Suite à l’action défensive lancée par Israël au Sud Liban en juin 2006, le mouvement terroriste libanais a accentué son activité en Amérique du Sud et principalement au Venezuela afin de renflouer ses fonds et pouvoir se réarmer.

Pourquoi le Venezuela? : c’est au plus haut niveau gouvernemental que le Hezbollah trouve son soutien au Venezuela, en effet, le ministre de l’Intérieur et de la Justice de Caracas n’est autre que Tarek el Ayssami.

El Ayssami est un vénézuélien d’origine syrienne qui a occupé auparavant le poste de vice-ministre de l’Intérieur attaché à la sécurité publique. Son père, Carlos el Ayssami, représentait au Venezuela le parti Baas irakien et peu de temps avant la seconde guerre contre de l’Irak a tenu une conférence de presse dans laquelle il s’est présenté comme un taliban et a parlé de Ben Laden en ces propos : «  le grand moudjahidin, Sheik Oussama ben Laden », lui rendant ainsi allégeance. Le grand oncle de Tarek, Shibli el Ayssami était l’idéologue et le secrétaire général du parti Baas durant le régime de Saddam Hussein  (c.f : http://www.soberania.org/Articulos/articulo_4768.htm)

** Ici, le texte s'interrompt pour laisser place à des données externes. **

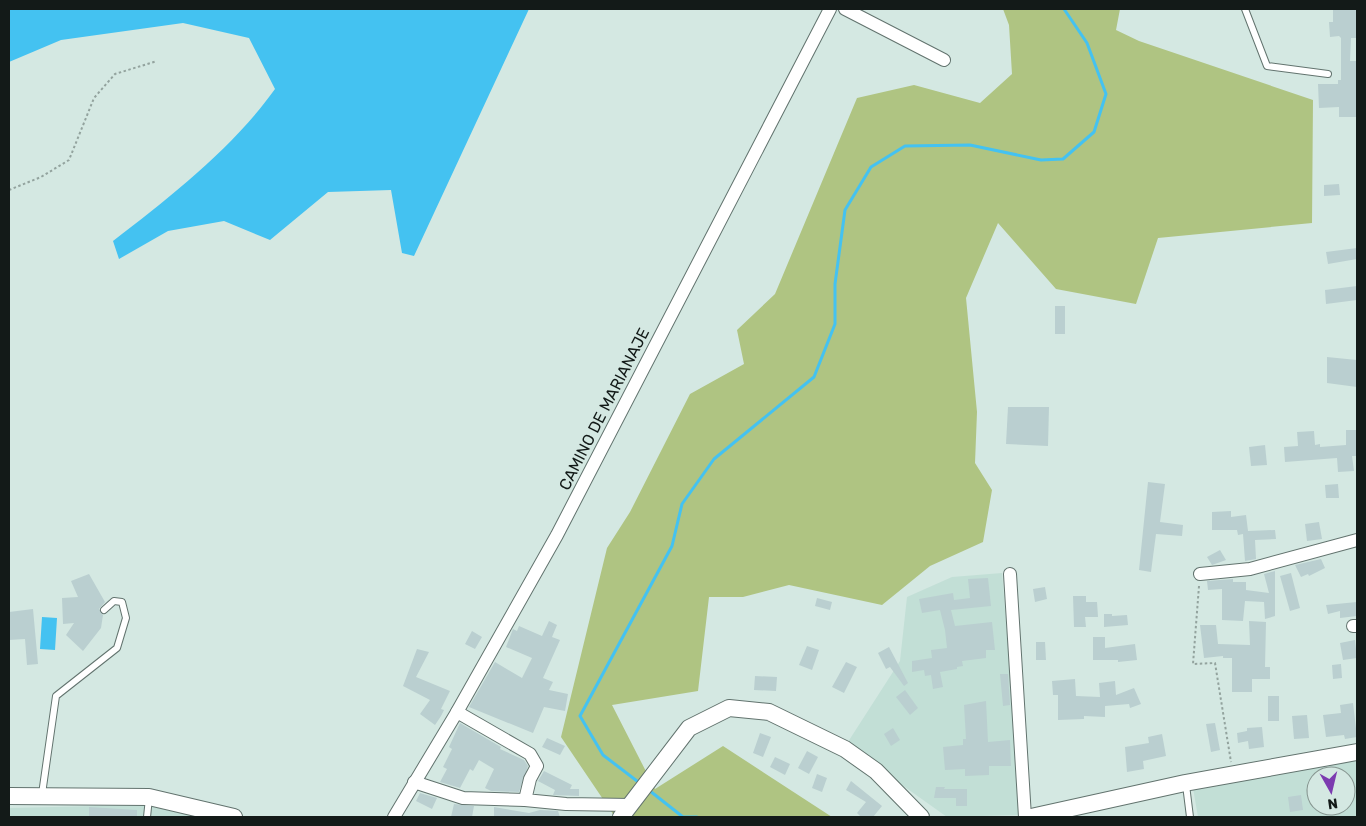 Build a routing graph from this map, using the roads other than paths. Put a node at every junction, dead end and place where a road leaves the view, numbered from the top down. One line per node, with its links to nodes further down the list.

http://www.noticiascentro.com/fotosWeb/1183_1235860939.main.jpg

En 2003, Tarek el Ayssami a été nommé, avec un autre étudiant radical de l’Université des Andes (ULA) de la ville de Mérida, Hugo Cabezas, à la tête du service des passeports et de la naturalisation du pays, l’Onidex. Ceci alors que leurs liens avec les mouvements de guérilla à l’ULA étaient parfaitement identifiés.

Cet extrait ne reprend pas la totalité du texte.